-- Action item --
Exact transcription, pictures omitted: begin at the top line of the records below and end with the line bearing "0 2000 translate 1 -1 scale".

-- Records for the task --
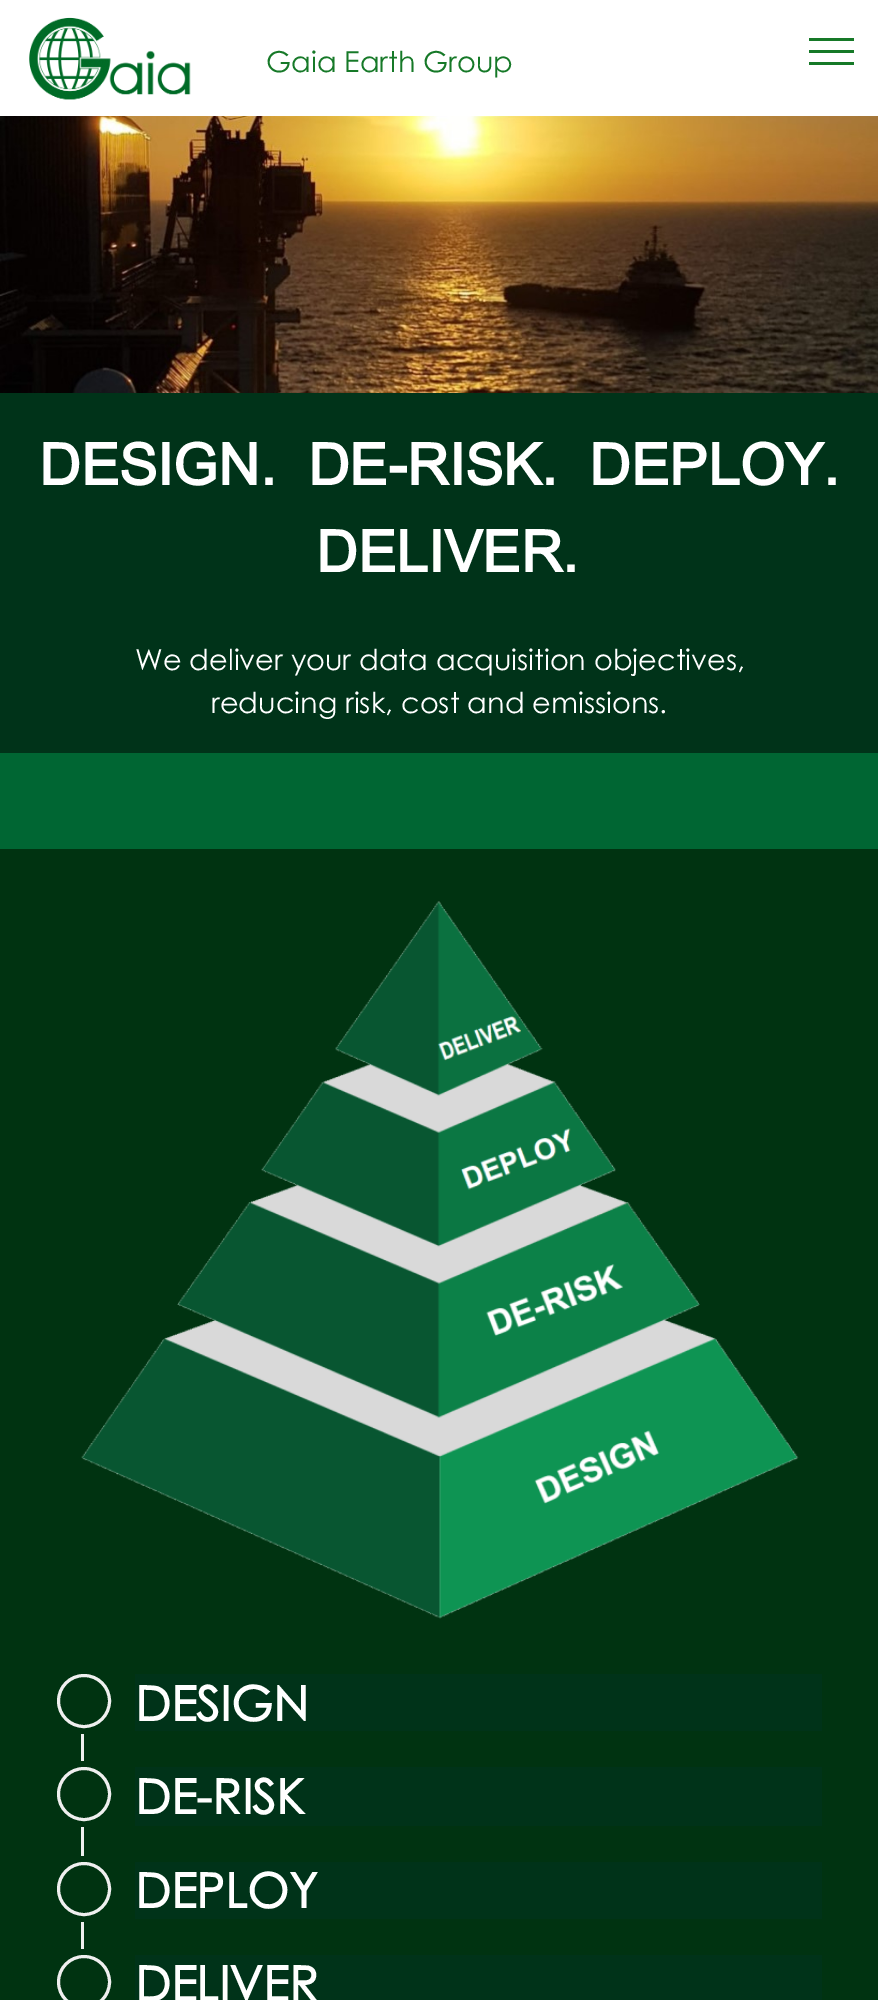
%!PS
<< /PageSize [878 2000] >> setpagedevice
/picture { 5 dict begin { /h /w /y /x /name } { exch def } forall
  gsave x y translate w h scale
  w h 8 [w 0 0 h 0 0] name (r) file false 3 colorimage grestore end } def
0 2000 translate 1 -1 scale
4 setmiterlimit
0 0.2 0.098 setrgbcolor
0 0 878 2000 rectfill
1 setgray
0 0 878 116 rectfill
(img1.rgb) 29 17 162 83 picture
/CenturyGothic-Regular [28.8 0 0 -28.8 0 0] selectfont
0.086 0.475 0.157 setrgbcolor
266 72 moveto (Gaia Earth Group) show
809 38 45 3 rectfill
809 50 45 3 rectfill
809 62 45 3 rectfill
(img2.rgb) 0 116 878 277 picture
/Arial-Bold [57.6 0 0 -57.6 0 0] selectfont
1 setgray
39 485 moveto (DESIGN.  DE-RISK.  DEPLOY.) show
316 572 moveto (DELIVER.) show
/CenturyGothic-Regular [28.8 0 0 -28.8 0 0] selectfont
135 670 moveto (We deliver your data acquisition objectives,) show
211 713 moveto (reducing risk, cost and emissions.) show
0 0.4 0.2 setrgbcolor
0 753 878 96 rectfill
0 0.2 0.067 setrgbcolor
0 849 878 1151 rectfill
(img3.rgb) 81 901 718 718 picture
0.937 setgray
3 setlinewidth
newpath 84 1701 25.5 0 360 arc closepath stroke
0 0.2 0.098 setrgbcolor
135 1674 687 57 rectfill
/CenturyGothic-Bold [48 0 0 -48 0 0] selectfont
1 setgray
135 1721 moveto (DESIGN) show
0.937 setgray
81 1734 3 27 rectfill
newpath 84 1794 25.5 0 360 arc closepath stroke
0 0.2 0.098 setrgbcolor
135 1767 687 59 rectfill
1 setgray
135 1814 moveto (DE-RISK) show
0.937 setgray
81 1827 3 29 rectfill
newpath 84 1889 25.5 0 360 arc closepath stroke
0 0.2 0.098 setrgbcolor
135 1862 687 57 rectfill
1 setgray
135 1908 moveto (DEPLOY) show
0.937 setgray
81 1922 3 27 rectfill
newpath 84 1982 25.5 0 360 arc closepath stroke
0 0.2 0.098 setrgbcolor
135 1955 687 45 rectfill
1 setgray
135 2001 moveto (DELIVER) show
showpage
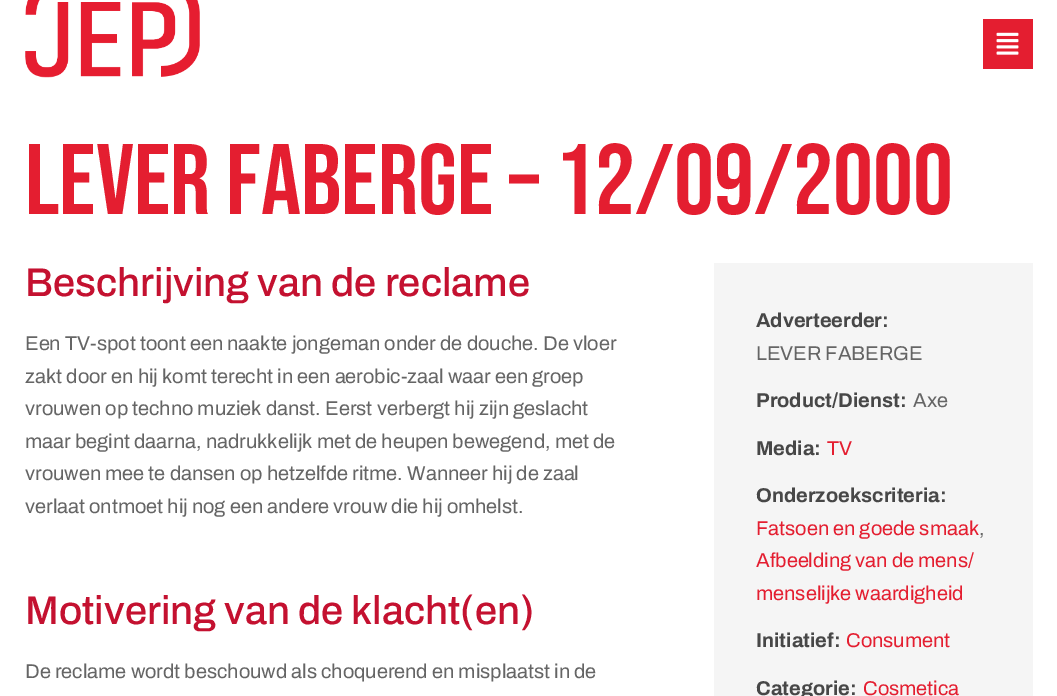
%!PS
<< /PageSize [1057 696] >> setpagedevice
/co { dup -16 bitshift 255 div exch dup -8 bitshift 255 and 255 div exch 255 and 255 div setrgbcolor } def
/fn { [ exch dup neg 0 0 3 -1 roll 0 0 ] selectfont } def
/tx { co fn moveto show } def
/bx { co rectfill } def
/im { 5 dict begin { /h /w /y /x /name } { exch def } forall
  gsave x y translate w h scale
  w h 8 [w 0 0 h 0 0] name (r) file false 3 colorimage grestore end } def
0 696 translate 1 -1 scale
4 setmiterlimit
0 0 1057 696 16#FFFFFF bx
(media/1.raw) 25 0 175 78 im
983 19 50 50 16#E41E30 bx
(media/2.raw) 996 32 23 23 im
714 263 319 433 16#F5F5F5 bx
(LEVER FABERGE – 12/09/2000) 25 214 /BebasNeue-Regular 100 16#E41E30 tx
(Beschrijving van de reclame) 25 296 /Archivo-Medium 40 16#C41130 tx
(Een TV-spot toont een naakte jongeman onder de douche. De vloer) 25 350 /Archivo-Regular 20 16#656565 tx
(zakt door en hij komt terecht in een aerobic-zaal waar een groep) 25 383 /Archivo-Regular 20 16#656565 tx
(vrouwen op techno muziek danst. Eerst verbergt hij zijn geslacht) 25 415 /Archivo-Regular 20 16#656565 tx
(maar begint daarna, nadrukkelijk met de heupen bewegend, met de) 25 448 /Archivo-Regular 20 16#656565 tx
(vrouwen mee te dansen op hetzelfde ritme. Wanneer hij de zaal) 25 480 /Archivo-Regular 20 16#656565 tx
(verlaat ontmoet hij nog een andere vrouw die hij omhelst.) 25 513 /Archivo-Regular 20 16#656565 tx
(Motivering van de klacht\(en\)) 25 624 /Archivo-Medium 40 16#C41130 tx
(De reclame wordt beschouwd als choquerend en misplaatst in de) 25 678 /Archivo-Regular 20 16#656565 tx
(Adverteerder:) 756 327 /Archivo-Bold 20 16#474747 tx
(LEVER FABERGE) 756 360 /Archivo-Regular 20 16#656565 tx
(Product/Dienst:) 756 407 /Archivo-Bold 20 16#474747 tx
(Axe) 913 407 /Archivo-Regular 20 16#656565 tx
(Media:) 756 455 /Archivo-Bold 20 16#474747 tx
(TV) 827 455 /Archivo-Regular 20 16#E41E30 tx
(Onderzoekscriteria:) 756 502 /Archivo-Bold 20 16#474747 tx
(Fatsoen en goede smaak) 756 535 /Archivo-Regular 20 16#E41E30 tx
(,) 979 535 /Archivo-Regular 20 16#656565 tx
(Afbeelding van de mens/) 756 567 /Archivo-Regular 20 16#E41E30 tx
(menselijke waardigheid) 756 600 /Archivo-Regular 20 16#E41E30 tx
(Initiatief:) 756 647 /Archivo-Bold 20 16#474747 tx
(Consument) 846 647 /Archivo-Regular 20 16#E41E30 tx
(Categorie:) 756 695 /Archivo-Bold 20 16#474747 tx
(Cosmetica) 863 695 /Archivo-Regular 20 16#E41E30 tx
showpage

-- Response box --
%!PS
<< /PageSize [878 2000] >> setpagedevice
/picture { 5 dict begin { /h /w /y /x /name } { exch def } forall
  gsave x y translate w h scale
  w h 8 [w 0 0 h 0 0] name (r) file false 3 colorimage grestore end } def
0 2000 translate 1 -1 scale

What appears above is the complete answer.